• WORK INSTRUCTIONS
State how many lines in the entries below contain "down". Write nothing but the number.

• RECORDED INFORMATION
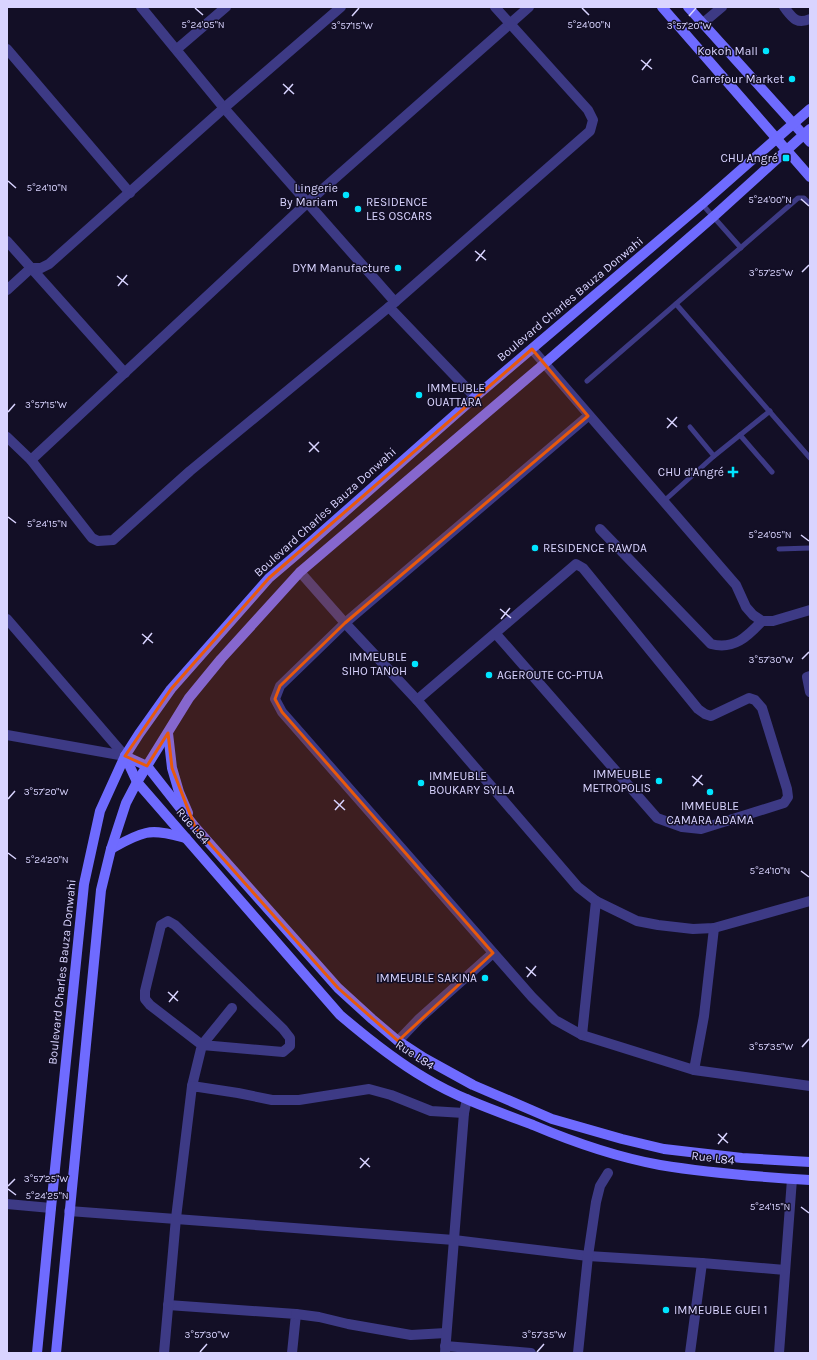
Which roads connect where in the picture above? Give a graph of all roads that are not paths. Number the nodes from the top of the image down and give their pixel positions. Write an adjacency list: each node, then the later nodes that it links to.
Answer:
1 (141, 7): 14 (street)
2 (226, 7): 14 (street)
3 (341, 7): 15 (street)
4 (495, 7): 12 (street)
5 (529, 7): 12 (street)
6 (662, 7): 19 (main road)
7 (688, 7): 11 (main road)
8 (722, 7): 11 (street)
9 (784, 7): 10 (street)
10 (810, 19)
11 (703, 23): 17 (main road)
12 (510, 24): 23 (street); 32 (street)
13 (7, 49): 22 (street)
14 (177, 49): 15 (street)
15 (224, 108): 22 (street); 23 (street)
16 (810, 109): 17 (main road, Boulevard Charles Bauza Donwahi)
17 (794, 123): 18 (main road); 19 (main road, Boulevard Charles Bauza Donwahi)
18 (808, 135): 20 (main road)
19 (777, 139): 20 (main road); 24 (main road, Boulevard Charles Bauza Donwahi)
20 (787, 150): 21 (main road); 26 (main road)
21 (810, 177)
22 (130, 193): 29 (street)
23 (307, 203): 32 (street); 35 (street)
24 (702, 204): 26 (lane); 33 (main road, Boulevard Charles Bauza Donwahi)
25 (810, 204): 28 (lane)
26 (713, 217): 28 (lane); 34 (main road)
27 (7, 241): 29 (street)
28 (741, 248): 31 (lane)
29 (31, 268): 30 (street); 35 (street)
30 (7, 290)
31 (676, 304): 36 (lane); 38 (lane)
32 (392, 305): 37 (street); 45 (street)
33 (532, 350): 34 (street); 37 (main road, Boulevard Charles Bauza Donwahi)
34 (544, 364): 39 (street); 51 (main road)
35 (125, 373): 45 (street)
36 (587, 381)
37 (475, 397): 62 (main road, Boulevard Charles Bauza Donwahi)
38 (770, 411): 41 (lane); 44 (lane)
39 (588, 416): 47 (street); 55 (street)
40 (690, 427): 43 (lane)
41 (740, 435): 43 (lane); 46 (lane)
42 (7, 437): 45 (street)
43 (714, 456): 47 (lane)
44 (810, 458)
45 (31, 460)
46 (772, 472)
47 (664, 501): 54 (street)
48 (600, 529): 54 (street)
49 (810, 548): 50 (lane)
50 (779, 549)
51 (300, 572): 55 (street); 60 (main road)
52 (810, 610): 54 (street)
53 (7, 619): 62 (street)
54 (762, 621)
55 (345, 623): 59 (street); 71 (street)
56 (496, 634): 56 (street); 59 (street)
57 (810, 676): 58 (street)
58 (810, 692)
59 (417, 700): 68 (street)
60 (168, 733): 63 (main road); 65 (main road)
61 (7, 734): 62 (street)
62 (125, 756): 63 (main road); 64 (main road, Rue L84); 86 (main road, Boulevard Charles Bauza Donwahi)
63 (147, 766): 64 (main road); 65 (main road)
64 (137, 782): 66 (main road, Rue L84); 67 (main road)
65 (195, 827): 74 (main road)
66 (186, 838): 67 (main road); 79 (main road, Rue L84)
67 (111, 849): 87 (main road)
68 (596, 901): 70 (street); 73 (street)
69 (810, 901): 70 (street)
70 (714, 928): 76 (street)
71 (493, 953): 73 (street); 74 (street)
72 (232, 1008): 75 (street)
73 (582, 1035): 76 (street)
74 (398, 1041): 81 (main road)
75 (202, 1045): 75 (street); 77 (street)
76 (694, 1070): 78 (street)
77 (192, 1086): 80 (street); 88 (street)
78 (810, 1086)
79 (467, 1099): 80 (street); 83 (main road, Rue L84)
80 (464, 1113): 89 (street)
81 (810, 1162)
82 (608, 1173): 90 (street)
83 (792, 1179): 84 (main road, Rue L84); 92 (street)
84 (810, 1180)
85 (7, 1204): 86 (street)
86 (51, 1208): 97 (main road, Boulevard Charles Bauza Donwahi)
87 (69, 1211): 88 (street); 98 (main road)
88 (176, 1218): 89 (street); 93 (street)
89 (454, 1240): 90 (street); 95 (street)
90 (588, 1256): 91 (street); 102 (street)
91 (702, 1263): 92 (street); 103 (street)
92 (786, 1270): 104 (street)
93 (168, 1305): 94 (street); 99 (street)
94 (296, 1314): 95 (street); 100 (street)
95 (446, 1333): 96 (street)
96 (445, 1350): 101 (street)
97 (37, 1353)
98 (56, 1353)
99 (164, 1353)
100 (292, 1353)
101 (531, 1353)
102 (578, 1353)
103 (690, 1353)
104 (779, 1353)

* * *

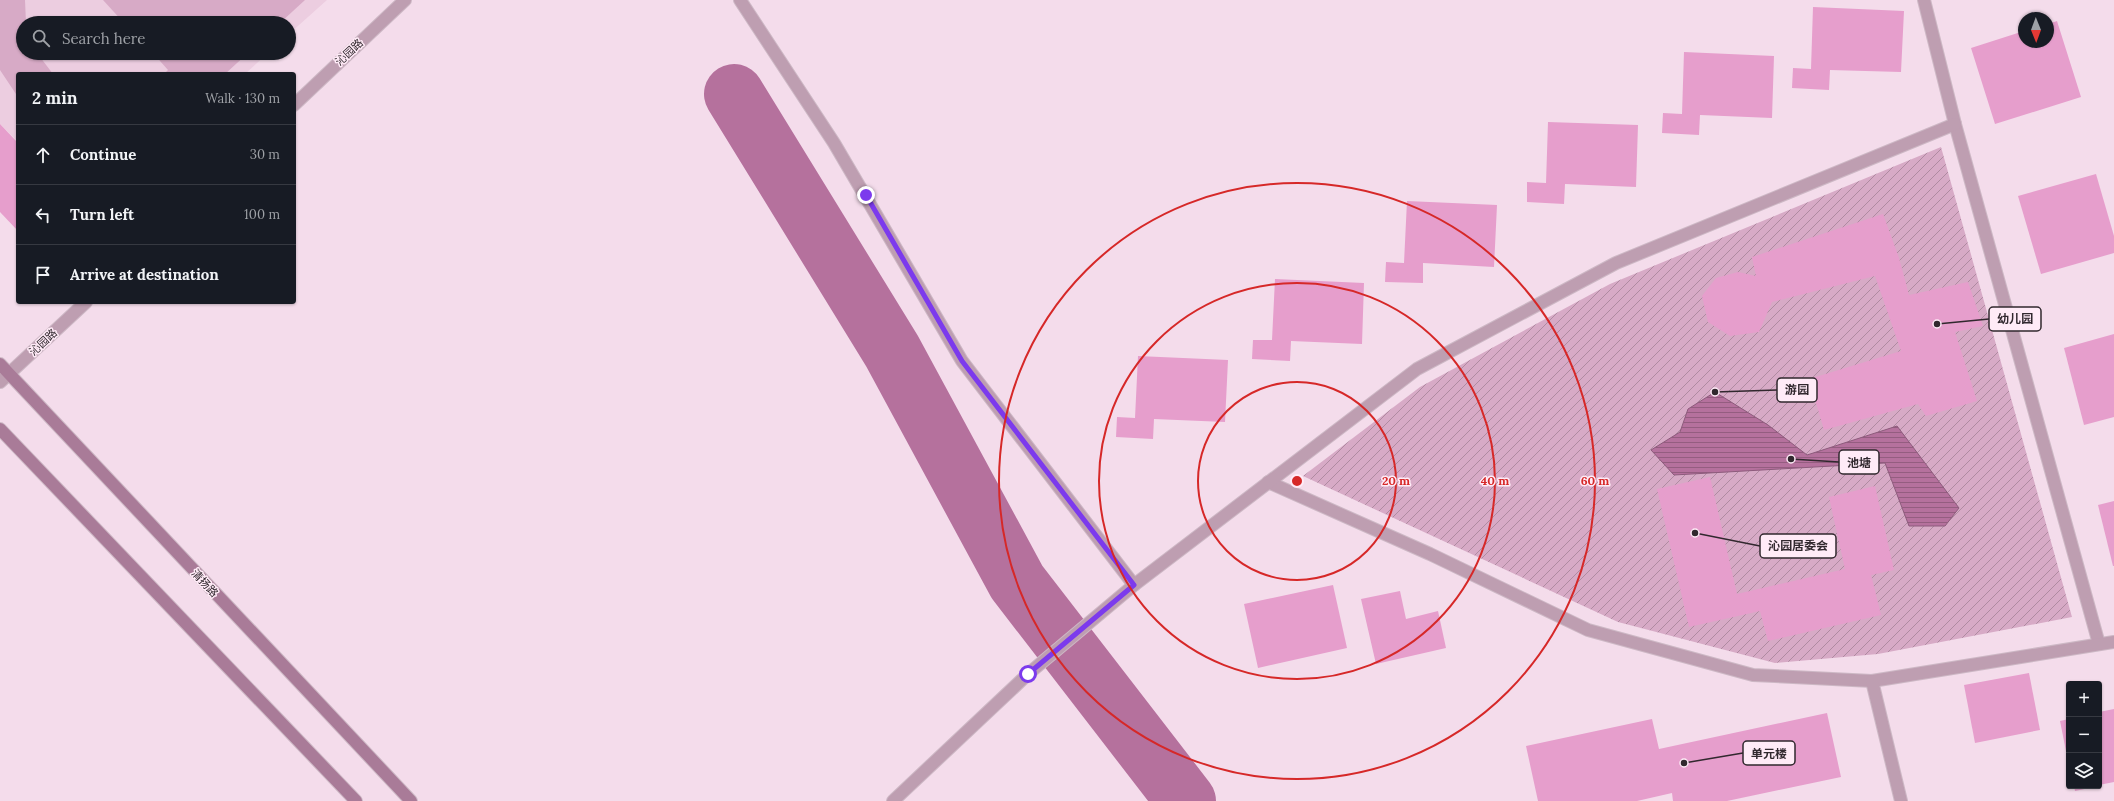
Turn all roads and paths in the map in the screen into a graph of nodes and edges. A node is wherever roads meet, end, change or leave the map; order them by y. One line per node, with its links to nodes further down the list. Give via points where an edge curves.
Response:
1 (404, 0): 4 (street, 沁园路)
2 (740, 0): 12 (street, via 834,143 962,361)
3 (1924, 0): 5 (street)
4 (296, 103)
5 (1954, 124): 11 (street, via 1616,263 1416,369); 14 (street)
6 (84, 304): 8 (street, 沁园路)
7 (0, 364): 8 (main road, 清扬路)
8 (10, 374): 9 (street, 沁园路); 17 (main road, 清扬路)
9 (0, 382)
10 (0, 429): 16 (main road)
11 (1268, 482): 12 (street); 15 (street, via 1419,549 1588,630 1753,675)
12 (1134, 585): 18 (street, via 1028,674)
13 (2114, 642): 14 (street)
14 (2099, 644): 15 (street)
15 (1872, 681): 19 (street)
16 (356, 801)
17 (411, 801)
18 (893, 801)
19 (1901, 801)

• TASK OUTPUT
2